As there is no central theme to the Bill, the
background to each substantial amendment will be explained where
relevant in the Main Provisions section below.
Schedule 1
Item 1 Amendment of the Aboriginal
and Torres
Straight Islander Commission Act 1989
Schedule 4 of the Aboriginal and
Torres Straight Islander Commission Act
1989 has the effect of making the Federal Court of
Australia the court of disputed returns for the purposes of
elections conducted under the Act. Currently subclause 28(1) of
schedule 4 allows for judges of the court to make rules for
regulating the practice and procedure of the court, the forms to be
used and the fees to be paid by the parties.
The proposed amendment removes the power of
the judges to regulate the fees and in effect gives that power to
the executive (in the form of the Governor-General). This is the
model by which fees for proceedings in the Federal Court are
generally determined (section 60 of the Federal Court of
Australia Act 1976 is the general source of the
Governor-General s power in this regard).
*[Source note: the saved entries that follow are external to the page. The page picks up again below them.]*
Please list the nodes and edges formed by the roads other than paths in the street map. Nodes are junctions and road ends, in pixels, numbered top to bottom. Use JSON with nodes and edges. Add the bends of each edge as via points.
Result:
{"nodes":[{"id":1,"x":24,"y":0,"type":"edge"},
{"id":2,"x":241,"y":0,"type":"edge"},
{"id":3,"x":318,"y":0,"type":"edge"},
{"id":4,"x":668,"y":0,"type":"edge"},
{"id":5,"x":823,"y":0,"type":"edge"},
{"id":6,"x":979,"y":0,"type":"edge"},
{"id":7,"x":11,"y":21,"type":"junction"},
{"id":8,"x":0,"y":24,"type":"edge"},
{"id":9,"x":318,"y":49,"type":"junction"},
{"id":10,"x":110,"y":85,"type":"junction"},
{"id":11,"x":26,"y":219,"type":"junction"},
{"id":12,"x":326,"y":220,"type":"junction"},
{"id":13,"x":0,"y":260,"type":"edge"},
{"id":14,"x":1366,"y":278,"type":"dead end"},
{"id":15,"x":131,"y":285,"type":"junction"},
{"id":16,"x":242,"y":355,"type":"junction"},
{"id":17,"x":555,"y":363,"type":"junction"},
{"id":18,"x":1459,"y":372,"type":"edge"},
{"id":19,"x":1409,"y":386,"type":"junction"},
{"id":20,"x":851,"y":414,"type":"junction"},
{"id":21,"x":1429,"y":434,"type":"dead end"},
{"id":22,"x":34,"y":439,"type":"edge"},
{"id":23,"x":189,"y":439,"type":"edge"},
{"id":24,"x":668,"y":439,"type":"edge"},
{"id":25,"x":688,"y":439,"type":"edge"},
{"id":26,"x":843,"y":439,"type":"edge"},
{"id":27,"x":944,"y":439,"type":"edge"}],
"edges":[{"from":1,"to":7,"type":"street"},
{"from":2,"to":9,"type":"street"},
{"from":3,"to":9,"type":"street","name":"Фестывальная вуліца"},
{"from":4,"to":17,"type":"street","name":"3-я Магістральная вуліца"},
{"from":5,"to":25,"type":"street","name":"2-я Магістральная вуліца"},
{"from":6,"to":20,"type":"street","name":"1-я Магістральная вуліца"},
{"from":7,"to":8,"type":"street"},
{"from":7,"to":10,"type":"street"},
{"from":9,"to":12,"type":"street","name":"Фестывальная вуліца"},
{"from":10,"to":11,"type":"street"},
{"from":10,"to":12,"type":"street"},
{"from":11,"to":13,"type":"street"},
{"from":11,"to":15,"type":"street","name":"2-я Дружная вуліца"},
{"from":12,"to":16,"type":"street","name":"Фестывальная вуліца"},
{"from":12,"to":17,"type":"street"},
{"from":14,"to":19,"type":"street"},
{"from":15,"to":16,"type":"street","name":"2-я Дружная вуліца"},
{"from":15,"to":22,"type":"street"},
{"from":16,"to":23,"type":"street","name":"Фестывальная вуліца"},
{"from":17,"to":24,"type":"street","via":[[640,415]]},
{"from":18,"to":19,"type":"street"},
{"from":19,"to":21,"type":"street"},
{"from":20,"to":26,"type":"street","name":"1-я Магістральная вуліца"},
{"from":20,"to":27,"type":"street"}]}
The explanatory memorandum to the original
Bill (Aboriginal and Torres Straight Islander Commission Bill 1989)
discloses no particular policy consideration which would make it
necessary or desirable that the regulation of fees for these
matters be the responsibility of the judiciary rather than the
executive.
Items 11 and 12 Amendments to the
Bankruptcy Act 1966
These amendments are expressed, in the
explanatory memorandum, to address the report of the Senate Foreign
Affairs, Defence and Trade References Committee entitled
Helping Australians abroad A review of the Australian
Government s consular services. The committee did indeed
recommend that the Department of Foreign Affairs and Trade examine
options to enable locally engaged staff in Australian posts to
undertake notarial acts. (3)
The explanatory memorandum fails to mention,
however, that the committee also noted some obstacles to that end.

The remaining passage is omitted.